Stored items:
※

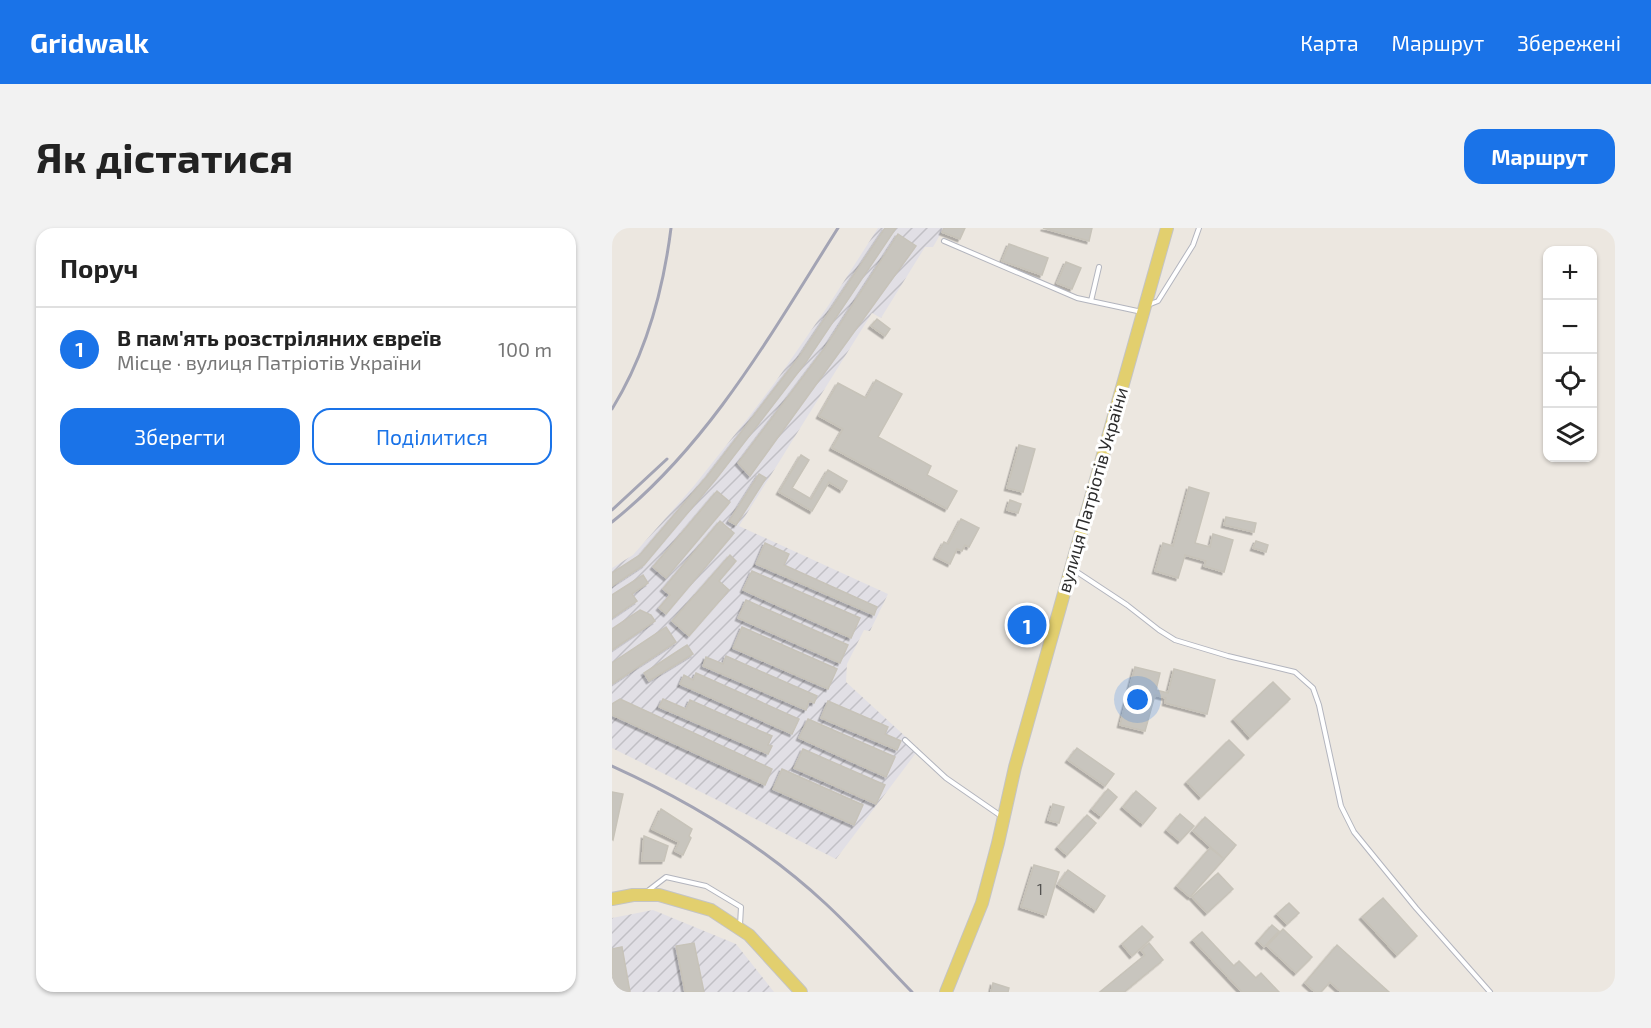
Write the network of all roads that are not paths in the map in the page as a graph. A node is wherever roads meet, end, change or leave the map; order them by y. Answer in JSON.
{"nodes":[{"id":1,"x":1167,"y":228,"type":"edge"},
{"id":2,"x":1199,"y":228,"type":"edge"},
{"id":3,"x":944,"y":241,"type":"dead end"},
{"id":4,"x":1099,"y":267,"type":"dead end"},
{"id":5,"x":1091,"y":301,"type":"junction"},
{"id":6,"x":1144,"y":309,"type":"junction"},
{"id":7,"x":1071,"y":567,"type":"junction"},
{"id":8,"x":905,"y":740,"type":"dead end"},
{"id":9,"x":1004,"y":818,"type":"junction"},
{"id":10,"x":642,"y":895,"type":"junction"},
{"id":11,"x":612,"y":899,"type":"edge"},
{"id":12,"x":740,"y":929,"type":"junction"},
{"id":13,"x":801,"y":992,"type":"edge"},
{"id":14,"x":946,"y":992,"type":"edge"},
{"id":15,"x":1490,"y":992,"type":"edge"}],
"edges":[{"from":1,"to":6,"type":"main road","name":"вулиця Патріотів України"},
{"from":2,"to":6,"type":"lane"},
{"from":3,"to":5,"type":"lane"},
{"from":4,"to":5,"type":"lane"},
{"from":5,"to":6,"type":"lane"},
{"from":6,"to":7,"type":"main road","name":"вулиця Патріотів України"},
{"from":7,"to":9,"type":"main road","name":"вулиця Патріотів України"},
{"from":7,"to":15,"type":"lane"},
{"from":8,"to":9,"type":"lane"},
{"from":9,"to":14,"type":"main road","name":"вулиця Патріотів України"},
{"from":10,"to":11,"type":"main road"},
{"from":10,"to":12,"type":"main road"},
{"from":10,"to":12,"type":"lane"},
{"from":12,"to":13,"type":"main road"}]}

※

(Exercise) Word for word, repeat each line of the records, and leave every image out.

(Exercise solution)
Write the network of all roads that are not paths in the map in the page as a graph. A node is wherever roads meet, end, change or leave the map; order them by y. Answer in JSON.
{"nodes":[{"id":1,"x":1167,"y":228,"type":"edge"},
{"id":2,"x":1199,"y":228,"type":"edge"},
{"id":3,"x":944,"y":241,"type":"dead end"},
{"id":4,"x":1099,"y":267,"type":"dead end"},
{"id":5,"x":1091,"y":301,"type":"junction"},
{"id":6,"x":1144,"y":309,"type":"junction"},
{"id":7,"x":1071,"y":567,"type":"junction"},
{"id":8,"x":905,"y":740,"type":"dead end"},
{"id":9,"x":1004,"y":818,"type":"junction"},
{"id":10,"x":642,"y":895,"type":"junction"},
{"id":11,"x":612,"y":899,"type":"edge"},
{"id":12,"x":740,"y":929,"type":"junction"},
{"id":13,"x":801,"y":992,"type":"edge"},
{"id":14,"x":946,"y":992,"type":"edge"},
{"id":15,"x":1490,"y":992,"type":"edge"}],
"edges":[{"from":1,"to":6,"type":"main road","name":"вулиця Патріотів України"},
{"from":2,"to":6,"type":"lane"},
{"from":3,"to":5,"type":"lane"},
{"from":4,"to":5,"type":"lane"},
{"from":5,"to":6,"type":"lane"},
{"from":6,"to":7,"type":"main road","name":"вулиця Патріотів України"},
{"from":7,"to":9,"type":"main road","name":"вулиця Патріотів України"},
{"from":7,"to":15,"type":"lane"},
{"from":8,"to":9,"type":"lane"},
{"from":9,"to":14,"type":"main road","name":"вулиця Патріотів України"},
{"from":10,"to":11,"type":"main road"},
{"from":10,"to":12,"type":"main road"},
{"from":10,"to":12,"type":"lane"},
{"from":12,"to":13,"type":"main road"}]}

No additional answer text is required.